There is also a familiar noir element of protagonist playing the parties against each other at one point.
The biggest difference perhaps is the more we learn about middle-aged and much more active and ambitious Clay, the more we suspect he might be one of the more narcissistic and evil characters in the story himself.
It is like a neo-noire where an anti-hero starts to look more and more like a villain as we move forward with him.
Ellis took a character who was kind of a passive criminal as a youth, ignoring the situations that perhaps it was unacceptable and pathological to ignore, and asked a question - would the years of experience make him an active criminal, a predatory person.
I must say even being an Ellis fan I mostly didn't get and like this novel upon a first reading, but got and liked it much more when I returned to it, being more conscious of details, knowing more about author's intentions and even seeing some of his newer work like the movie "Canyons", which has some similar themes and surprisingly made me understand this book better.
I still found some of the dialogue and narration akin to a pulp novel or a bad movie, which might be intentional, because the narrator is a B-level screenwriter who is said by Bret Ellis to narrate a story like one of his screenplays.
Oh well, I might like the bits I thought were bad the next time I re-read the book, maybe they just weren't obvious enough.
So in my opinion this is a better and deeper book then it might seem at a first impression, which might or might not also contain bad lines at times.

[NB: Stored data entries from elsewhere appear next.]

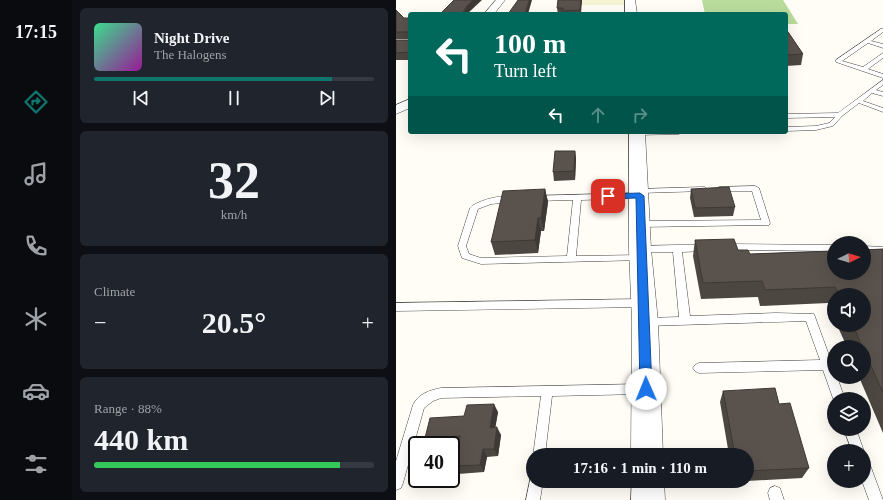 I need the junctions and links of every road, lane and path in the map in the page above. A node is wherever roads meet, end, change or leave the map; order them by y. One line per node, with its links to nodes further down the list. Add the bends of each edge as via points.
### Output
1 (501, 0): 3 (street)
2 (630, 0): 4 (street)
3 (491, 12)
4 (631, 12)
5 (883, 30): 6 (lane)
6 (867, 41): 7 (lane); 9 (lane, via 838,61)
7 (883, 46)
8 (883, 55): 9 (lane)
9 (864, 69): 10 (lane)
10 (883, 76)
11 (883, 82): 12 (lane)
12 (871, 91): 13 (lane); 14 (lane)
13 (883, 94)
14 (858, 101): 17 (lane); 18 (lane)
15 (408, 104): 16 (street)
16 (396, 110)
17 (883, 110)
18 (840, 115): 19 (lane); 20 (lane, via 831,125)
19 (788, 116)
20 (788, 129)
21 (637, 134): 22 (street)
22 (640, 193): 23 (lane); 24 (street); 24 (lane, via 755,188 766,223)
23 (577, 197): 30 (lane); 30 (lane, via 483,202 474,208 462,246 465,256 481,261)
24 (640, 224): 29 (street)
25 (677, 248): 26 (lane); 29 (lane); 33 (lane)
26 (827, 248)
27 (871, 249): 28 (lane)
28 (883, 250)
29 (641, 254): 30 (lane); 32 (street)
30 (571, 259)
31 (396, 308): 32 (lane)
32 (644, 313): 33 (lane); 36 (street)
33 (685, 320): 34 (lane, via 810,317)
34 (827, 365): 35 (lane)
35 (699, 368)
36 (646, 389): 37 (lane); 39 (street)
37 (547, 392): 38 (lane); 41 (lane, via 430,395 419,404)
38 (540, 448)
39 (647, 448)
40 (871, 482): 44 (lane)
41 (396, 483)
42 (535, 488): 45 (lane)
43 (648, 488): 46 (street)
44 (878, 497)
45 (533, 500)
46 (648, 500)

I loved the voice of Andrew McCarthy who reads the audio book, the only problem with it being that his voice for some reason sounds so kind and friendly to me, that I can't associate him with a book's villainous protagonist.
If you want the actor to really sound like a dark Ellis narrator it is probably better to go with James Van Der Beek who narrated "Linar Park" audiobook.
But listening to Andrew McCarthy narrate this book is also a pleasure, just a different kind.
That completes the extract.